Task instructions ::
Each line of the data must reappear exactly in your answer, with no images included.

Data for review Block Start

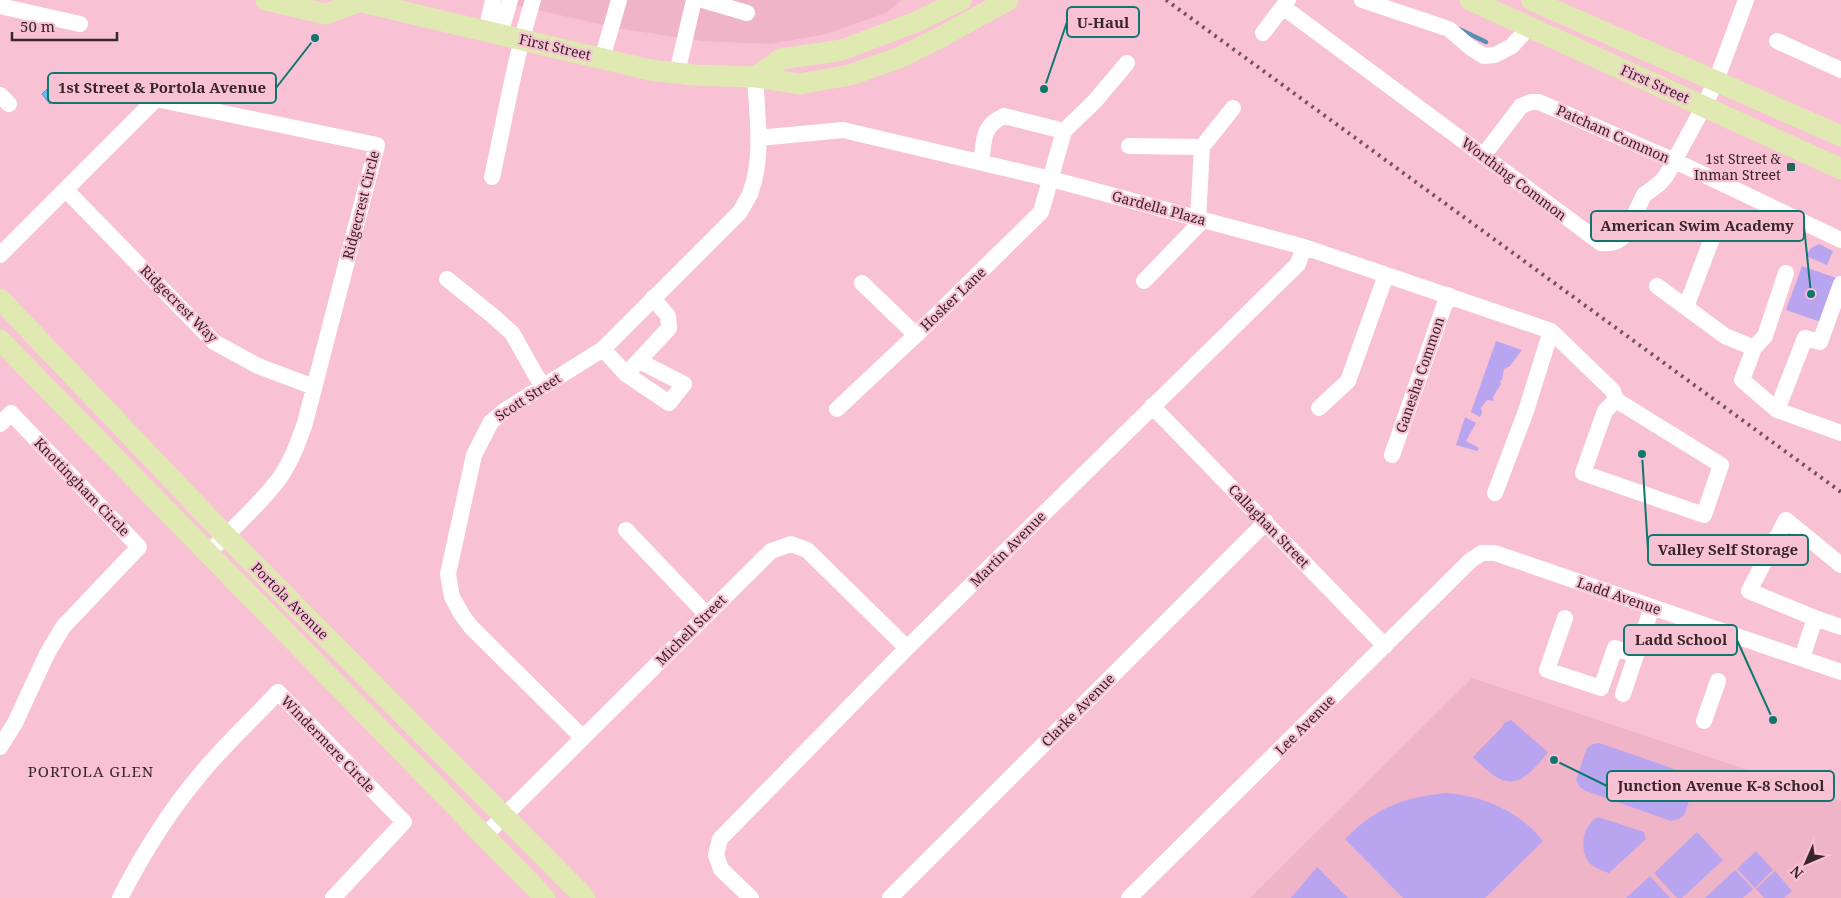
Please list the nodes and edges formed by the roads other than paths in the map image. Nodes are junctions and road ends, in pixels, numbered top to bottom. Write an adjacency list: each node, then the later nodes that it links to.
1 (266, 0): 14 (main road, First Street)
2 (493, 0): 20 (street)
3 (510, 0): 20 (street)
4 (533, 0): 22 (street)
5 (619, 0): 24 (street)
6 (694, 0): 27 (street)
7 (702, 0): 17 (street)
8 (960, 0): 28 (main road)
9 (1008, 0): 28 (main road, First Street)
10 (1362, 0): 19 (street)
11 (1470, 0): 19 (main road, First Street)
12 (1531, 0): 29 (main road, First Street)
13 (1746, 0): 29 (street, Worthing Common)
14 (367, 2): 20 (main road, First Street)
15 (1286, 3): 21 (street); 37 (street, Worthing Common)
16 (0, 6): 18 (street)
17 (747, 13)
18 (80, 24)
19 (1529, 26): 30 (main road, First Street)
20 (493, 33): 22 (main road, First Street)
21 (1263, 33)
22 (521, 39): 24 (main road, First Street); 41 (street)
23 (1777, 41): 26 (street)
24 (602, 58): 27 (main road, First Street)
25 (1127, 63): 32 (street)
26 (1841, 70)
27 (677, 73): 28 (main road, First Street)
28 (755, 77): 34 (street, Scott Street)
29 (1716, 80): 30 (street, Worthing Common); 33 (main road, First Street)
30 (1704, 106): 38 (street, Worthing Common); 40 (main road, First Street)
31 (1233, 108): 36 (street)
32 (1064, 131): 39 (street); 42 (street, Hosker Lane)
33 (1841, 136)
34 (758, 138): 39 (street, Gardella Plaza); 57 (street, Scott Street)
35 (1130, 146): 36 (street)
36 (1202, 147): 44 (street)
37 (1483, 156): 38 (street, Patcham Common); 38 (street, Worthing Common)
38 (1674, 160): 46 (street, Patcham Common)
39 (981, 162): 42 (street, Gardella Plaza)
40 (1841, 168)
41 (492, 176)
42 (1051, 179): 44 (street, Gardella Plaza); 61 (street, Hosker Lane)
43 (66, 190): 48 (street, Ridgecrest Circle); 68 (street, Ridgecrest Way); 68 (street, Ridgecrest Circle)
44 (1201, 219): 47 (street, Gardella Plaza); 52 (street)
45 (1714, 233): 59 (street)
46 (1841, 240)
47 (1304, 247): 50 (street, Gardella Plaza); 70 (street, Martin Avenue)
48 (0, 255)
49 (1786, 273): 63 (street)
50 (1386, 275): 56 (street, Gardella Plaza); 72 (street)
51 (447, 279): 67 (street)
52 (1144, 281)
53 (862, 283): 61 (street)
54 (1841, 284): 73 (street)
55 (1657, 286): 59 (street)
56 (1448, 295): 60 (street, Gardella Plaza); 76 (street, Ganesha Common)
57 (653, 298): 64 (street, Scott Street); 65 (street)
58 (0, 299): 80 (main road, Portola Avenue)
59 (1686, 307): 63 (street)
60 (1551, 331): 69 (street); 77 (street)
61 (916, 335): 71 (street, Hosker Lane)
62 (0, 340): 81 (main road, Portola Avenue)
63 (1754, 348): 73 (street)
64 (603, 349): 66 (street); 67 (street, Scott Street)
65 (639, 361): 66 (street); 66 (street)
66 (626, 374)
67 (542, 386): 97 (street, Scott Street)
68 (314, 387): 80 (street, Ridgecrest Circle)
69 (1616, 400): 69 (street)
70 (1152, 406): 78 (street, Callaghan Street); 90 (street, Martin Avenue)
71 (837, 408)
72 (1318, 408)
73 (1777, 410): 75 (street)
74 (0, 424): 98 (street, Knottingham Circle)
75 (1841, 433)
76 (1392, 454)
77 (1495, 493)
78 (1266, 522): 89 (street, Callaghan Street); 106 (street, Clarke Avenue)
79 (626, 530): 85 (street)
80 (226, 536): 81 (street, Ridgecrest Circle); 99 (main road, Portola Avenue)
81 (209, 552): 100 (main road, Portola Avenue)
82 (1482, 553): 84 (street, Ladd Avenue); 89 (street, Lee Avenue)
83 (1841, 565): 87 (street)
84 (1652, 606): 91 (street); 92 (street, Ladd Avenue)
85 (707, 615): 90 (street, Michell Street); 97 (street, Michell Street)
86 (1565, 618): 91 (street)
87 (1815, 618): 88 (street); 92 (street)
88 (1841, 627)
89 (1385, 646): 107 (street, Lee Avenue)
90 (907, 648): 105 (street, Martin Avenue)
91 (1636, 655): 95 (street)
92 (1802, 658): 93 (street, Ladd Avenue)
93 (1841, 672)
94 (1718, 681): 96 (street)
95 (1623, 694)
96 (1704, 721)
97 (583, 738): 99 (street, Michell Street)
98 (0, 747)
99 (504, 816): 100 (street, Michell Street); 104 (main road, Portola Avenue)
100 (484, 836): 103 (main road, Portola Avenue)
101 (120, 898): 102 (street, Windermere Circle)
102 (334, 898)
103 (546, 898)
104 (585, 898)
105 (751, 898)
106 (890, 898)
107 (1129, 898)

Data for review Block End

Answer to this problem ::
Please list the nodes and edges formed by the roads other than paths in the map image. Nodes are junctions and road ends, in pixels, numbered top to bottom. Write an adjacency list: each node, then the later nodes that it links to.
1 (266, 0): 14 (main road, First Street)
2 (493, 0): 20 (street)
3 (510, 0): 20 (street)
4 (533, 0): 22 (street)
5 (619, 0): 24 (street)
6 (694, 0): 27 (street)
7 (702, 0): 17 (street)
8 (960, 0): 28 (main road)
9 (1008, 0): 28 (main road, First Street)
10 (1362, 0): 19 (street)
11 (1470, 0): 19 (main road, First Street)
12 (1531, 0): 29 (main road, First Street)
13 (1746, 0): 29 (street, Worthing Common)
14 (367, 2): 20 (main road, First Street)
15 (1286, 3): 21 (street); 37 (street, Worthing Common)
16 (0, 6): 18 (street)
17 (747, 13)
18 (80, 24)
19 (1529, 26): 30 (main road, First Street)
20 (493, 33): 22 (main road, First Street)
21 (1263, 33)
22 (521, 39): 24 (main road, First Street); 41 (street)
23 (1777, 41): 26 (street)
24 (602, 58): 27 (main road, First Street)
25 (1127, 63): 32 (street)
26 (1841, 70)
27 (677, 73): 28 (main road, First Street)
28 (755, 77): 34 (street, Scott Street)
29 (1716, 80): 30 (street, Worthing Common); 33 (main road, First Street)
30 (1704, 106): 38 (street, Worthing Common); 40 (main road, First Street)
31 (1233, 108): 36 (street)
32 (1064, 131): 39 (street); 42 (street, Hosker Lane)
33 (1841, 136)
34 (758, 138): 39 (street, Gardella Plaza); 57 (street, Scott Street)
35 (1130, 146): 36 (street)
36 (1202, 147): 44 (street)
37 (1483, 156): 38 (street, Patcham Common); 38 (street, Worthing Common)
38 (1674, 160): 46 (street, Patcham Common)
39 (981, 162): 42 (street, Gardella Plaza)
40 (1841, 168)
41 (492, 176)
42 (1051, 179): 44 (street, Gardella Plaza); 61 (street, Hosker Lane)
43 (66, 190): 48 (street, Ridgecrest Circle); 68 (street, Ridgecrest Way); 68 (street, Ridgecrest Circle)
44 (1201, 219): 47 (street, Gardella Plaza); 52 (street)
45 (1714, 233): 59 (street)
46 (1841, 240)
47 (1304, 247): 50 (street, Gardella Plaza); 70 (street, Martin Avenue)
48 (0, 255)
49 (1786, 273): 63 (street)
50 (1386, 275): 56 (street, Gardella Plaza); 72 (street)
51 (447, 279): 67 (street)
52 (1144, 281)
53 (862, 283): 61 (street)
54 (1841, 284): 73 (street)
55 (1657, 286): 59 (street)
56 (1448, 295): 60 (street, Gardella Plaza); 76 (street, Ganesha Common)
57 (653, 298): 64 (street, Scott Street); 65 (street)
58 (0, 299): 80 (main road, Portola Avenue)
59 (1686, 307): 63 (street)
60 (1551, 331): 69 (street); 77 (street)
61 (916, 335): 71 (street, Hosker Lane)
62 (0, 340): 81 (main road, Portola Avenue)
63 (1754, 348): 73 (street)
64 (603, 349): 66 (street); 67 (street, Scott Street)
65 (639, 361): 66 (street); 66 (street)
66 (626, 374)
67 (542, 386): 97 (street, Scott Street)
68 (314, 387): 80 (street, Ridgecrest Circle)
69 (1616, 400): 69 (street)
70 (1152, 406): 78 (street, Callaghan Street); 90 (street, Martin Avenue)
71 (837, 408)
72 (1318, 408)
73 (1777, 410): 75 (street)
74 (0, 424): 98 (street, Knottingham Circle)
75 (1841, 433)
76 (1392, 454)
77 (1495, 493)
78 (1266, 522): 89 (street, Callaghan Street); 106 (street, Clarke Avenue)
79 (626, 530): 85 (street)
80 (226, 536): 81 (street, Ridgecrest Circle); 99 (main road, Portola Avenue)
81 (209, 552): 100 (main road, Portola Avenue)
82 (1482, 553): 84 (street, Ladd Avenue); 89 (street, Lee Avenue)
83 (1841, 565): 87 (street)
84 (1652, 606): 91 (street); 92 (street, Ladd Avenue)
85 (707, 615): 90 (street, Michell Street); 97 (street, Michell Street)
86 (1565, 618): 91 (street)
87 (1815, 618): 88 (street); 92 (street)
88 (1841, 627)
89 (1385, 646): 107 (street, Lee Avenue)
90 (907, 648): 105 (street, Martin Avenue)
91 (1636, 655): 95 (street)
92 (1802, 658): 93 (street, Ladd Avenue)
93 (1841, 672)
94 (1718, 681): 96 (street)
95 (1623, 694)
96 (1704, 721)
97 (583, 738): 99 (street, Michell Street)
98 (0, 747)
99 (504, 816): 100 (street, Michell Street); 104 (main road, Portola Avenue)
100 (484, 836): 103 (main road, Portola Avenue)
101 (120, 898): 102 (street, Windermere Circle)
102 (334, 898)
103 (546, 898)
104 (585, 898)
105 (751, 898)
106 (890, 898)
107 (1129, 898)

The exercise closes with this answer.